Some of these releases have proven newsworthy. The grant proposals received in an initial batch of documents in September revealed that scientists working under the grant in Wuhan were engaged in what most knowledgeable experts we consulted described as gain-of-function experiments, in which scientists created mutant bat coronaviruses and used them to infect “humanized mice.” The mutant viruses proved more pathogenic and transmissible in the mice than the original viruses. Anthony Fauci, director of the National Institute of Allergy and Infectious Diseases, denied that the U.S. had funded gain-of-function work in Wuhan.

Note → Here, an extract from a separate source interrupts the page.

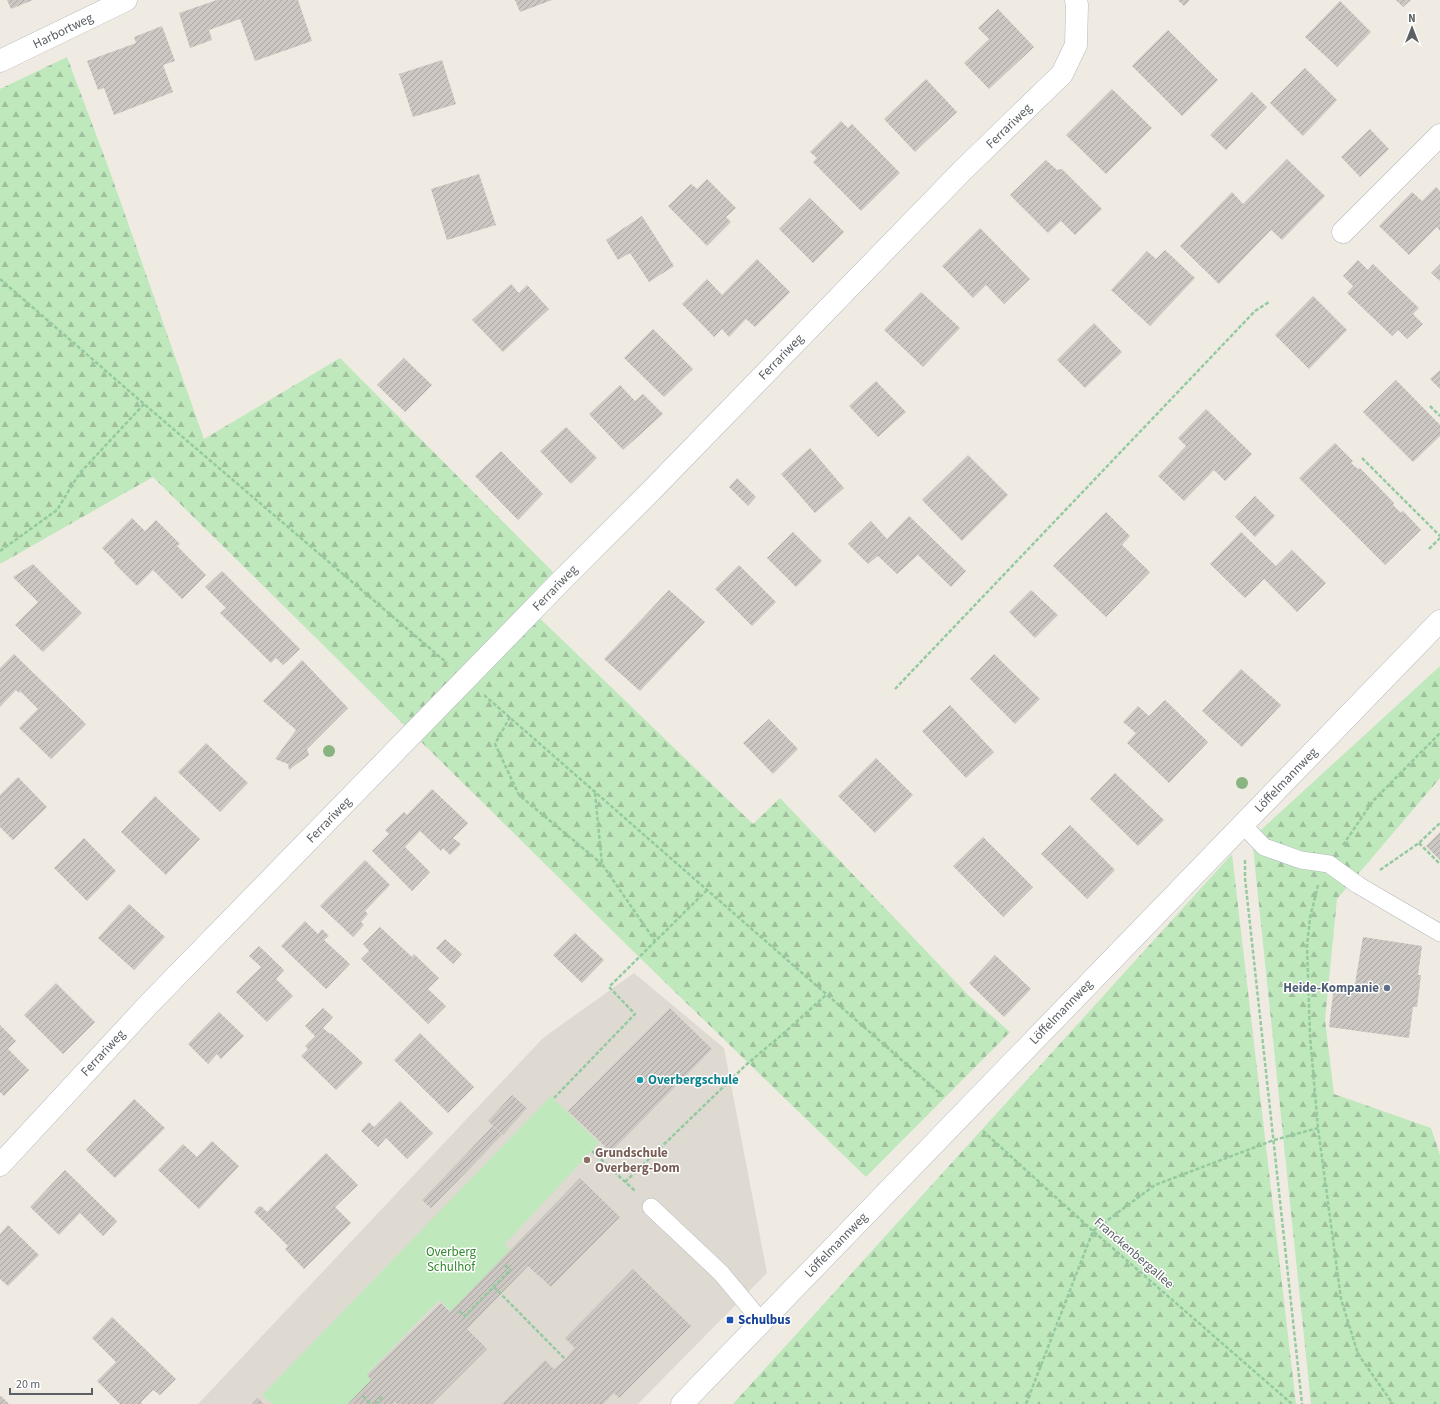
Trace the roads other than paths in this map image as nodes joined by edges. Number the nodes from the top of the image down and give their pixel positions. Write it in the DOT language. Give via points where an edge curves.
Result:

Communications received by The Intercept in December provided insight into the agency’s ongoing and largely unsuccessful efforts to obtain records pertaining to the biosafety of the work conducted at the Wuhan Institute of Virology. And another grant proposal from EcoHealth Alliance that we received from the NIH clarified the extent to which ongoing work now funded by the U.S. government is similar to the work under the now-suspended bat coronavirus grant that has raised so many biosafety red flags and questions. We also learned that in 2020 the FBI sought documents related to the U.S.-funded coronavirus research in Wuhan.

But the most recent batch of documents, which the NIH sent The Intercept on Tuesday, underscores an ongoing lack of transparency at the agency. Even as members of Congress and scientists call for additional information that could shed light on the origins of the pandemic, 292 of 314 pages — more than 90 percent of the current release — were completely redacted. Besides a big gray rectangle that obscures any meaningful text, the pages show only a date, page number, and the NIAID logo. The remaining pages also contain significant redactions.

Even when the redactions are technically justifiable under the Freedom of Information Act, public agencies typically have the discretion to release documents anyway. In this inquiry, which could help us understand the how this pandemic began — and how we might avoid future outbreaks — the presumption should be to give the public as much as information as possible, not the least.

The NIH still had more than 1,400 pages of relevant documents in its possession when it issued the almost entirely redacted release to The Intercept. Despite broad bipartisan agreement about the need to better understand whether research could have led to the deadliest disease outbreak in recent history, the agency appears to have no urgency to make this critical information public.